How to generate diverse LLM responses

The paper Verbalized Sampling: How to Mitigate Mode Collapse and Unlock LLM Diversity describes a surprisingly simple and effective way to get diversity out of an LLM, avoiding mode collapse. It’s a fun one!

Visual of the method, taken from the paper

Let’s say you’re trying to:

generate synthetic data or personas for training (actual use case from one of my clients), or
brainstorm ideas for writing (actual use case for… me).

Most of us do the classic thing:

“Give me 5 ideas for X.”, or re-generate one response a few times

The model happily gives you… 5 copies of the same idea wearing different hats. This paper explains why, and gives a dead-simple fix.

The core issue: mode collapse

Aligned (aka post-trained) models tend to collapse onto a single “most typical” answer.
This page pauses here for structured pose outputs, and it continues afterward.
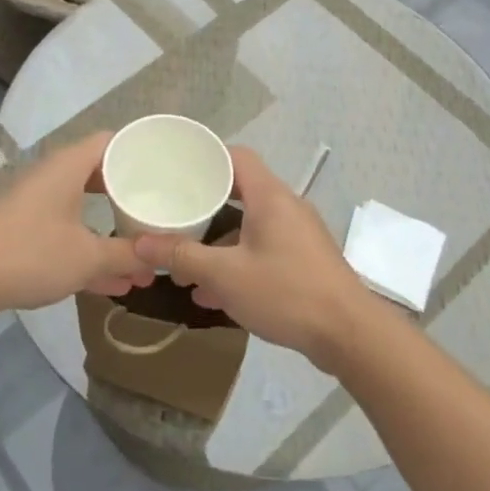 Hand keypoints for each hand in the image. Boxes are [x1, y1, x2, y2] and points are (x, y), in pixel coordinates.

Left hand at [0, 133, 151, 316]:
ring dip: (111, 231)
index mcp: (68, 166)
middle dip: (129, 196)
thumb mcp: (88, 257)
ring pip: (84, 209)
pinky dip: (89, 250)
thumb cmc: (31, 254)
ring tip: (143, 256)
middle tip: (158, 209)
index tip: (166, 169)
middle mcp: (53, 176)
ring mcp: (36, 204)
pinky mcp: (25, 230)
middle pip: (100, 175)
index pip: (111, 142)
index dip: (139, 152)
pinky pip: (67, 233)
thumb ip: (127, 255)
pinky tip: (115, 283)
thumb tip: (159, 257)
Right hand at [132, 147, 377, 371]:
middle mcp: (287, 206)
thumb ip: (182, 256)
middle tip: (174, 214)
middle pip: (241, 191)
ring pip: (251, 226)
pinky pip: (264, 249)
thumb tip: (140, 243)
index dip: (207, 157)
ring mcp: (299, 234)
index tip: (176, 169)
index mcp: (270, 196)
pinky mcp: (305, 260)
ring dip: (219, 241)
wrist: (349, 333)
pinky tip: (214, 294)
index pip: (237, 156)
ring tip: (186, 263)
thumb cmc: (286, 292)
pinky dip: (238, 262)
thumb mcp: (226, 275)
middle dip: (205, 205)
The paper shows that this is due to typicality bias that is baked directly into human preference data:

Humans upvote familiar, obvious answers → reward models sharpen toward those → your LLM outputs get narrower and narrower. (See the authors’ example: 5 identical coffee jokes 😬)

This is why creative tasks, brainstorming, persona generation, and synthetic data often feel… same-y.

The fix: Verbalized Sampling

Instead of asking for 5 ideas, you ask:

🎨 “Generate 5 ideas with their probabilities.”

This one change pushes the model to internally explore a distribution of possible responses, which turns out to approximate the full diversity of the base model (aka the pre-trained but not post-trained model) rather than the post-trained one.

The result: way more variety!

The paper reports 1.6-2.1x more diversity in creative writing, without sacrificing quality.